Dealing with loss in 'The Greatest'
'The Greatest" assembles a good cast in a clunky, shopworn story.
Pierce Brosnan and Susan Sarandon play bereaved parents whose brilliant firstborn son died in an auto accident. Carey Mulligan, pregnant with the dead son's child, moves in with the grieving couple while contemplating her own uncertain future.
First-time writer-director Shana Feste has a lot to learn about staging scenes and avoiding cliches, but she sure knows how to cast a movie. In the passages where she gets out of her actors' way and lets them rip, "The Greatest" is not so bad.
Allen (Brosnan) and Grace (Sarandon) are the emotionally scarred survivors of the ghastly accident that killed their 18-year-old pride and joy, Bennett. Allen, a math professor, carries on with a stiff upper lip while Grace crumples into inconsolable rage and misery.

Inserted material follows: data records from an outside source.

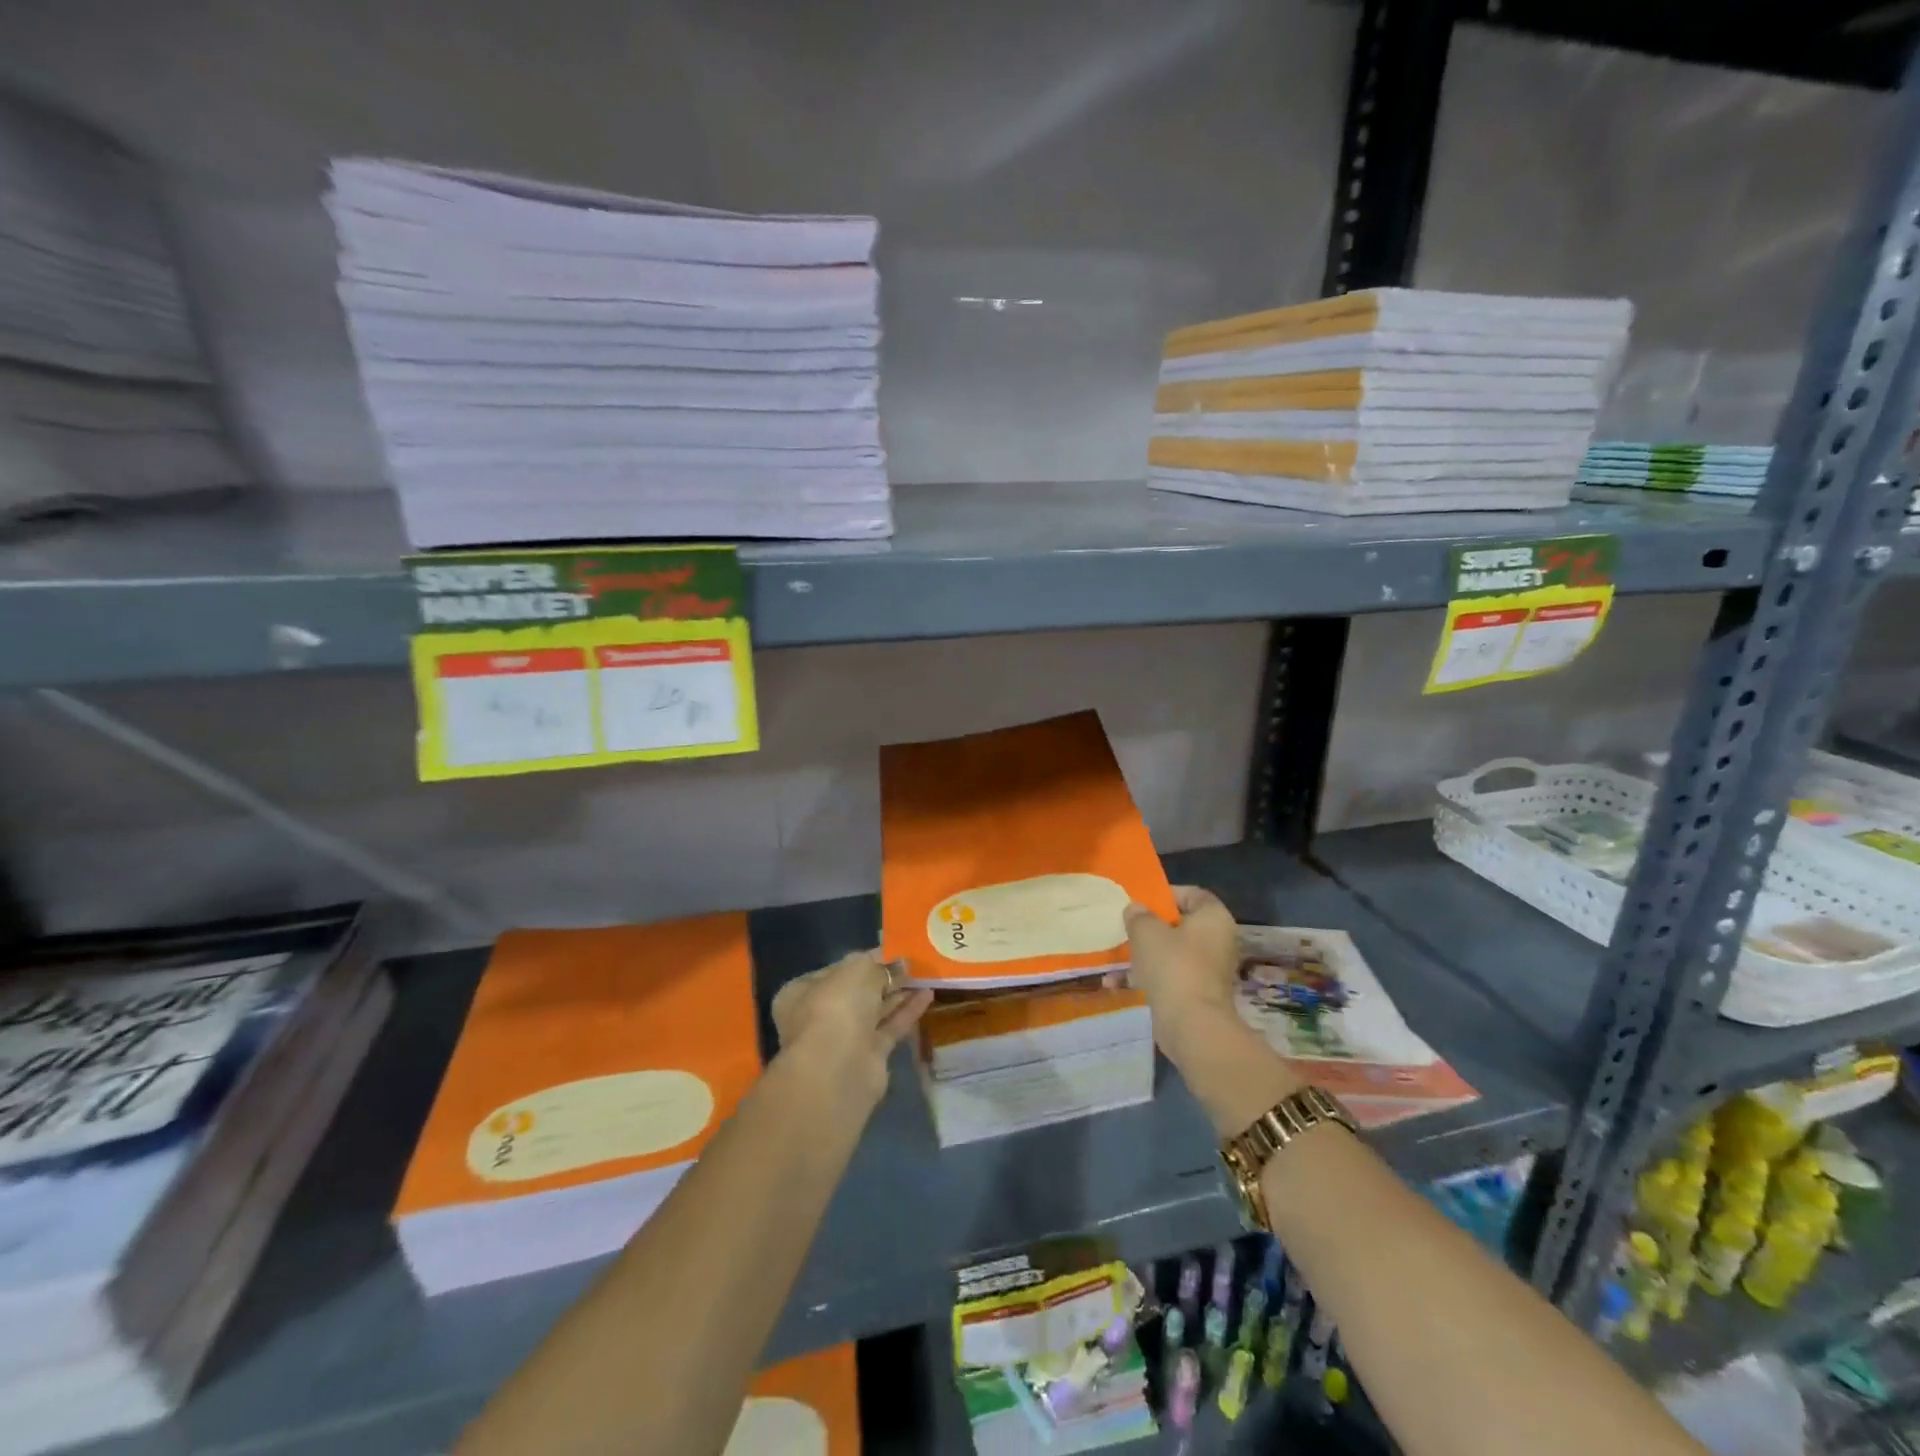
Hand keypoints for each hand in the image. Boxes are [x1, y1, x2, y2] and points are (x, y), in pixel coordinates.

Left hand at [771, 950, 932, 1109]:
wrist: (837, 1069)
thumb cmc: (837, 1007)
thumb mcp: (858, 969)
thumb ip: (878, 964)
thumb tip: (897, 964)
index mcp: (803, 991)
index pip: (837, 969)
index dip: (865, 959)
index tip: (892, 951)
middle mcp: (820, 1015)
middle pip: (858, 991)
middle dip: (884, 977)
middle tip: (913, 963)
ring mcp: (844, 1038)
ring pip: (875, 1010)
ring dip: (899, 993)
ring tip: (926, 975)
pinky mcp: (868, 1057)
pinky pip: (890, 1027)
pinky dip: (908, 1012)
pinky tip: (928, 995)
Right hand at [1114, 885, 1243, 1057]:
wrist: (1192, 1025)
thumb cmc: (1173, 967)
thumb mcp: (1146, 932)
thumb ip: (1138, 915)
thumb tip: (1135, 909)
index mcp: (1213, 918)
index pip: (1192, 894)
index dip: (1165, 894)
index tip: (1141, 901)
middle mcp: (1217, 940)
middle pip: (1180, 924)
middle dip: (1150, 926)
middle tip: (1126, 926)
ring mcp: (1208, 969)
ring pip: (1171, 952)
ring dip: (1143, 953)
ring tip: (1116, 955)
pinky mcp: (1196, 993)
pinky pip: (1168, 976)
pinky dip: (1146, 977)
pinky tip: (1116, 983)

Obsessed with learning everything she can about the 17 minutes before her son died, Grace fixates on the past.
Her husband and their surviving son, Ryan (Johnny Simmons), seek to move on. Following advice he read in a grief manual, Allen gives her a bell to ring whenever she thinks of Bennett. She begins ringing it and refuses to stop.

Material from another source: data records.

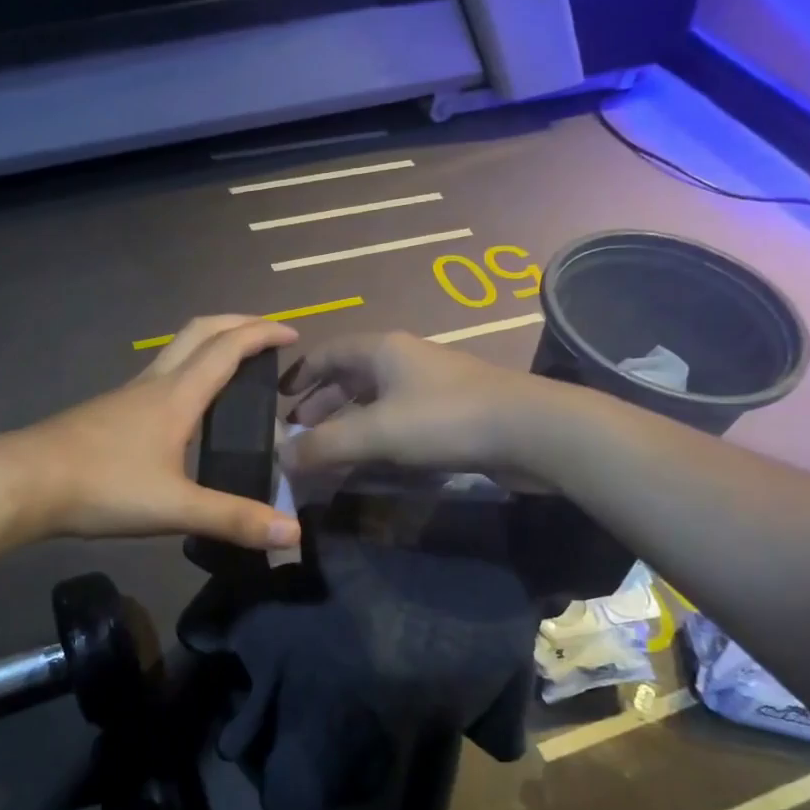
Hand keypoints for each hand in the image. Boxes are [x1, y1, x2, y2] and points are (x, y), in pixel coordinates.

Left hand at [18, 316, 301, 548]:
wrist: (22, 484)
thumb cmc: (101, 487)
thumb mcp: (174, 508)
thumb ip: (234, 519)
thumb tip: (293, 533)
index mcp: (176, 396)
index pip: (228, 349)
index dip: (263, 335)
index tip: (294, 334)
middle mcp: (154, 384)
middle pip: (199, 332)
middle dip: (237, 323)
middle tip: (268, 335)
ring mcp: (127, 396)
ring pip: (175, 351)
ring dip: (210, 344)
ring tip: (236, 367)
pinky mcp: (108, 412)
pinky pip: (159, 375)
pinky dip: (187, 371)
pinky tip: (186, 408)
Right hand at [279, 331, 549, 476]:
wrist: (531, 430)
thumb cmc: (445, 419)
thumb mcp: (376, 432)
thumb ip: (324, 446)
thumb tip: (281, 459)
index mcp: (382, 350)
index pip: (329, 352)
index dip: (301, 374)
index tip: (279, 400)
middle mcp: (404, 360)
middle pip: (351, 376)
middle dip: (322, 403)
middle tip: (299, 433)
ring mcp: (431, 386)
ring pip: (376, 400)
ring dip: (348, 422)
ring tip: (328, 450)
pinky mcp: (451, 413)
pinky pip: (399, 419)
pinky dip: (377, 435)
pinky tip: (372, 459)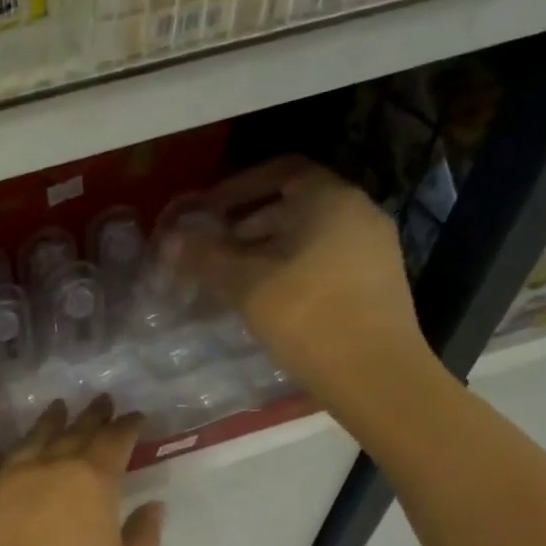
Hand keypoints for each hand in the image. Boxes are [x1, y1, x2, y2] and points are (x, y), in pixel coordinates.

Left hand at [0, 396, 163, 545]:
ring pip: (35, 440)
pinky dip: (24, 447)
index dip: (127, 427)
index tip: (136, 416)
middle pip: (74, 433)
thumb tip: (152, 506)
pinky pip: (10, 461)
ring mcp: (10, 482)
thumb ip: (141, 536)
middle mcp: (49, 470)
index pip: (113, 442)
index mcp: (91, 482)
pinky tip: (26, 451)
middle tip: (102, 400)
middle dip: (92, 416)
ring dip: (52, 421)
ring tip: (60, 407)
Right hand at [168, 157, 433, 413]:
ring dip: (265, 250)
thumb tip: (169, 240)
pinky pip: (323, 261)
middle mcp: (358, 214)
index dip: (238, 187)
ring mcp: (372, 250)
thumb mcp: (246, 284)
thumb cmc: (307, 315)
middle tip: (211, 249)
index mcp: (331, 200)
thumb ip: (205, 257)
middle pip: (294, 205)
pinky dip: (288, 269)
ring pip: (307, 237)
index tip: (206, 211)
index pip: (282, 171)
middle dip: (246, 224)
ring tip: (230, 279)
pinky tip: (264, 301)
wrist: (375, 374)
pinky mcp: (374, 284)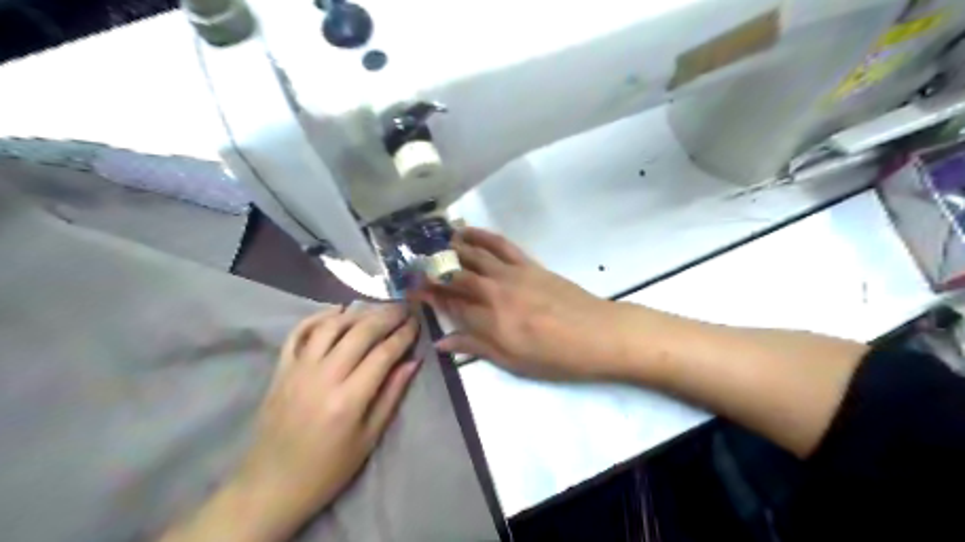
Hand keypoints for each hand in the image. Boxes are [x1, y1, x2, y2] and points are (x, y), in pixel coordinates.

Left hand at [234, 301, 418, 525]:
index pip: (383, 354)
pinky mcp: (281, 369)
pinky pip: (298, 333)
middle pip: (360, 333)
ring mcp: (298, 370)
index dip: (403, 335)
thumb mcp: (368, 439)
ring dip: (357, 313)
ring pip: (331, 326)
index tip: (417, 322)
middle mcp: (323, 377)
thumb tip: (413, 361)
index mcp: (348, 400)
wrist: (270, 486)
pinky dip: (318, 316)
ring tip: (376, 308)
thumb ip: (391, 396)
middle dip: (386, 316)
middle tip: (403, 307)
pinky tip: (336, 311)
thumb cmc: (327, 469)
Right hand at [415, 229, 625, 380]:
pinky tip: (469, 231)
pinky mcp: (529, 264)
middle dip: (432, 270)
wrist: (598, 334)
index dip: (428, 295)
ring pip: (475, 255)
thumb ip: (476, 347)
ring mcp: (512, 275)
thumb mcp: (513, 362)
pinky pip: (501, 245)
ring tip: (434, 243)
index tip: (411, 289)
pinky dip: (482, 235)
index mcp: (490, 322)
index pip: (450, 304)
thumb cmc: (556, 357)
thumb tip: (441, 341)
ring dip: (451, 247)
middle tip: (414, 265)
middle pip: (456, 276)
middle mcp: (495, 293)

The role of Rose (Mulligan) is clear. She is the bump-bellied life force that will reunite the family and carry it into the future. First, though, there are struggles, breakdowns and epiphanies.
The film creaks under the weight of its sentimentality, and its plot design is obvious from the outset. There's not much depth or rich, creative imagery, but it accomplishes what it sets out to do. It is transparently designed to move people, and it does. Anyone who has lost a loved one probably will drench a few tissues before it's finished.